Robert Ferenc, born in 1967, completed the Police Cadet School in 1985 and started his career at the Ljubljana Center Police Station, where he worked as a police officer and assistant community policing officer. After completing part-time studies at the former Higher School for Internal Affairs in Ljubljana, he was transferred to the Ljubljana Bežigrad Police Station in 1994. As assistant commander of this police station, he was in charge of crime, border affairs and foreigners, while from 2001 onwards, when he was appointed first assistant commander, he was in charge of complaints, internal affairs, personnel administration and training of police officers.
After graduating from the College for Police and Security Studies in 2003, he started working in the complaints group of the Ljubljana Police Directorate, while the following year he assumed the tasks related to the exercise of police powers and the protection of human rights and fundamental freedoms in police procedures as Senior Police Inspector in the Division for Uniformed Police Organisation and Development of the General Police Directorate. In March 2008, he became head of the Organisation and Powers Section within the division.
Throughout this time (1988-2008), he was a member of the riot police unit, first as a police officer and then as head of section in the riot police unit of the Ljubljana Police Directorate, while between 2005 and 2008 he worked as assistant commander for operations in the command of the riot police unit at the General Police Directorate. Upon the reorganisation of the police at the national level in 2010 he was transferred to the Police Powers and Prevention Division in the Service of the Director General of the Police, assuming leadership of the division in 2012.

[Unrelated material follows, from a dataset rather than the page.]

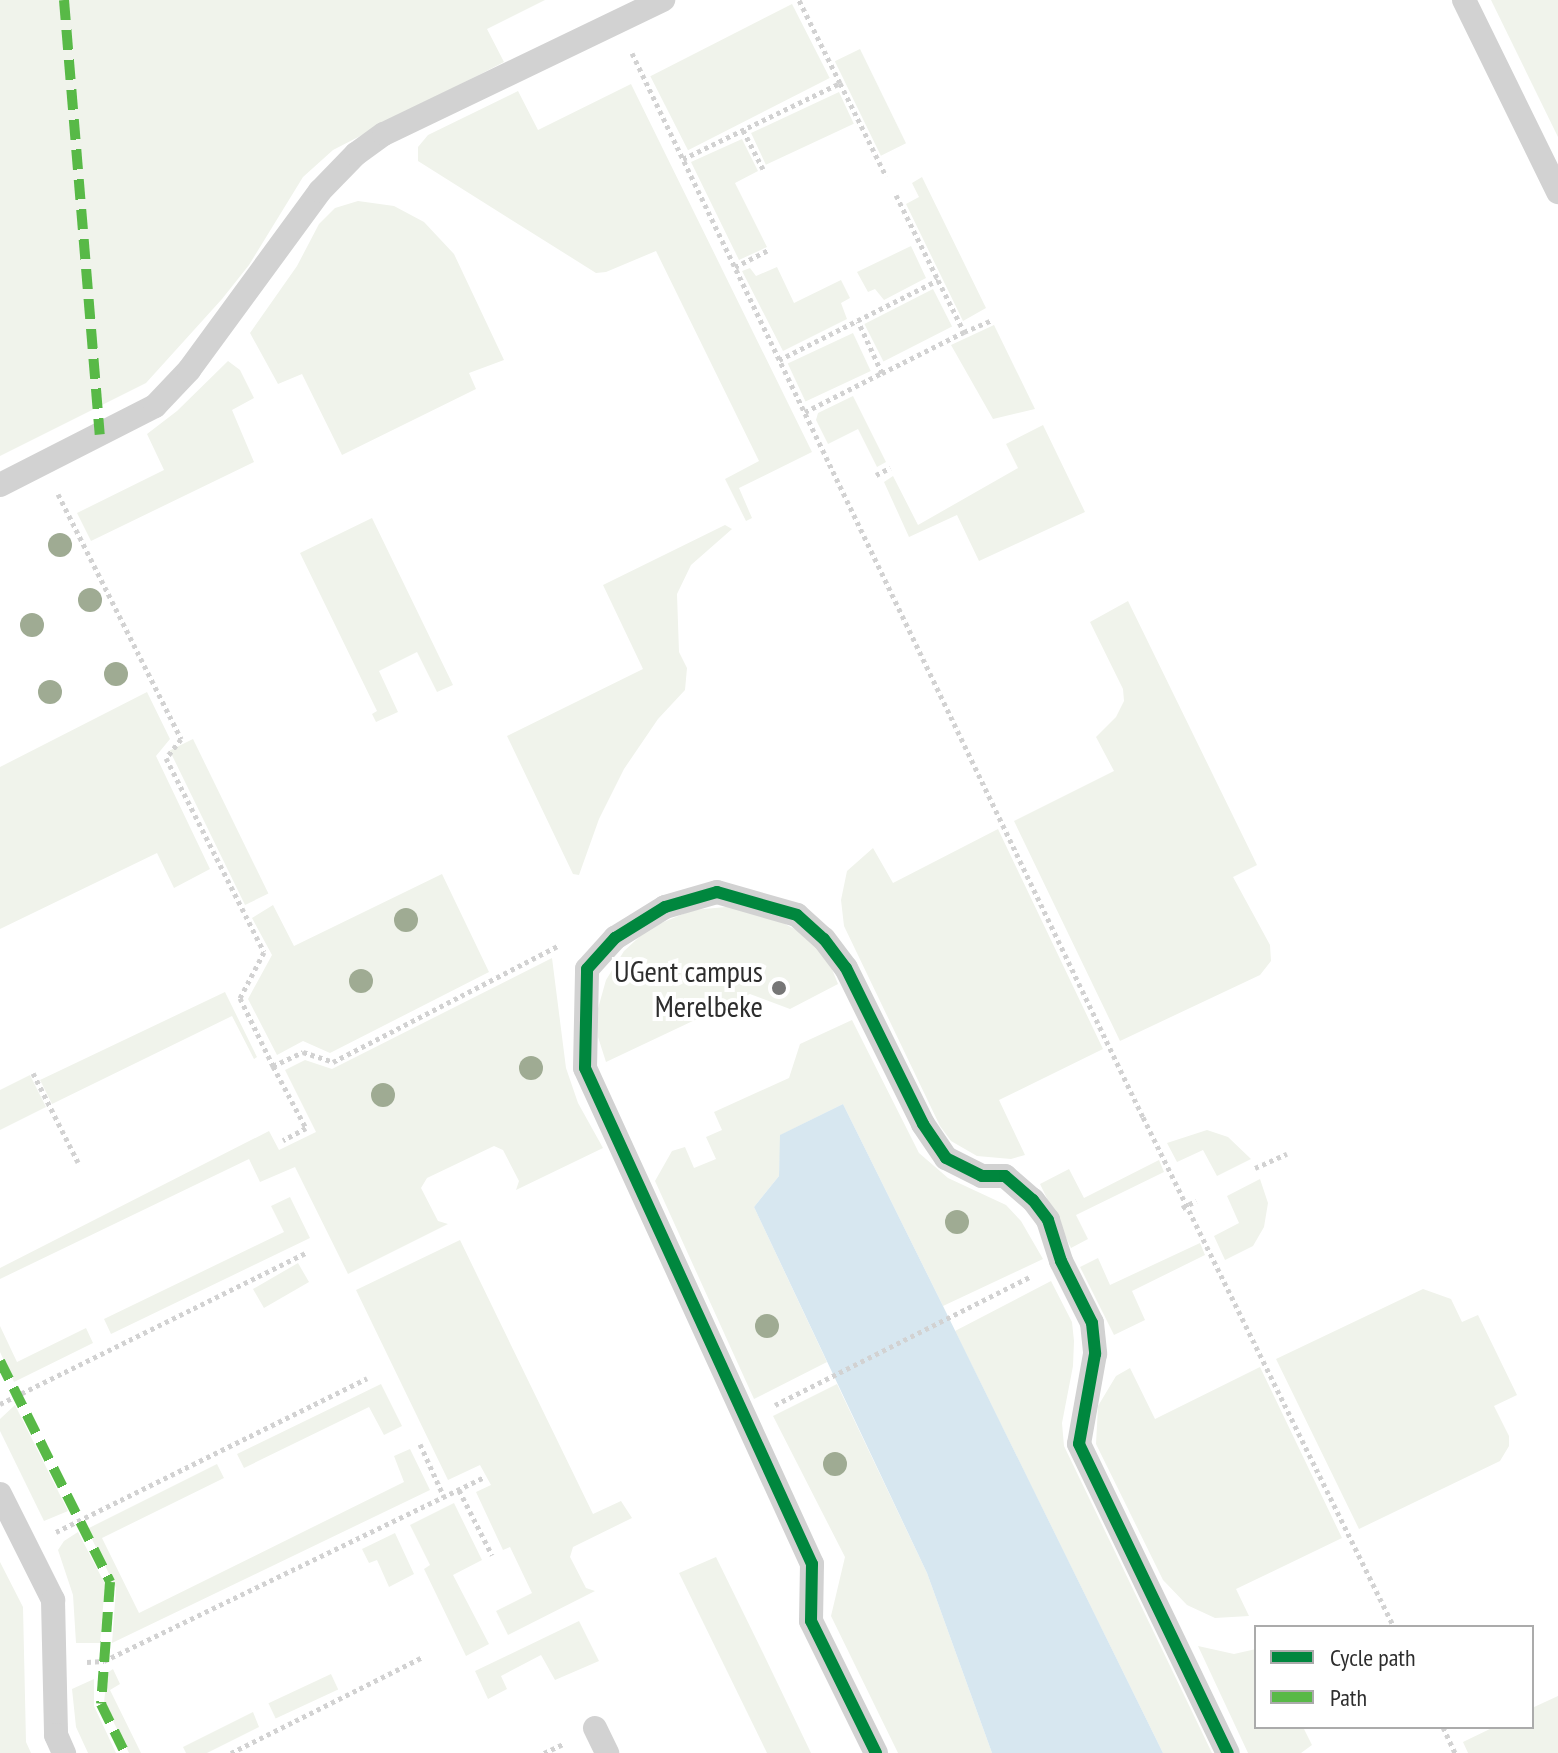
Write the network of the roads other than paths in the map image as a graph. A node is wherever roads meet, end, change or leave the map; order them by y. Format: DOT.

In 2011, he successfully defended a master's thesis at the Faculty of State and European Studies entitled Police Procedures before the European Court of Human Rights. For several years he has been engaged in educating and training police officers, particularly in the area of the exercise of police powers and the protection of human rights in police procedures. He has also been actively engaged in the reform of police legislation, while being a member of the Interdepartmental Human Rights Commission, Expert Council on Police Law and Powers, Inter-Ministerial Working Group for the coordination of the implementation of the judgements of the European Court of Human Rights, Working group on Community Policing and the Police Integrity and Ethics Committee.
He became the head of Service of the Director General of the Police in March 2019 and remained in this role until May 2021. On 20 June 2022, Robert Ferenc was appointed Deputy Director General of the Police.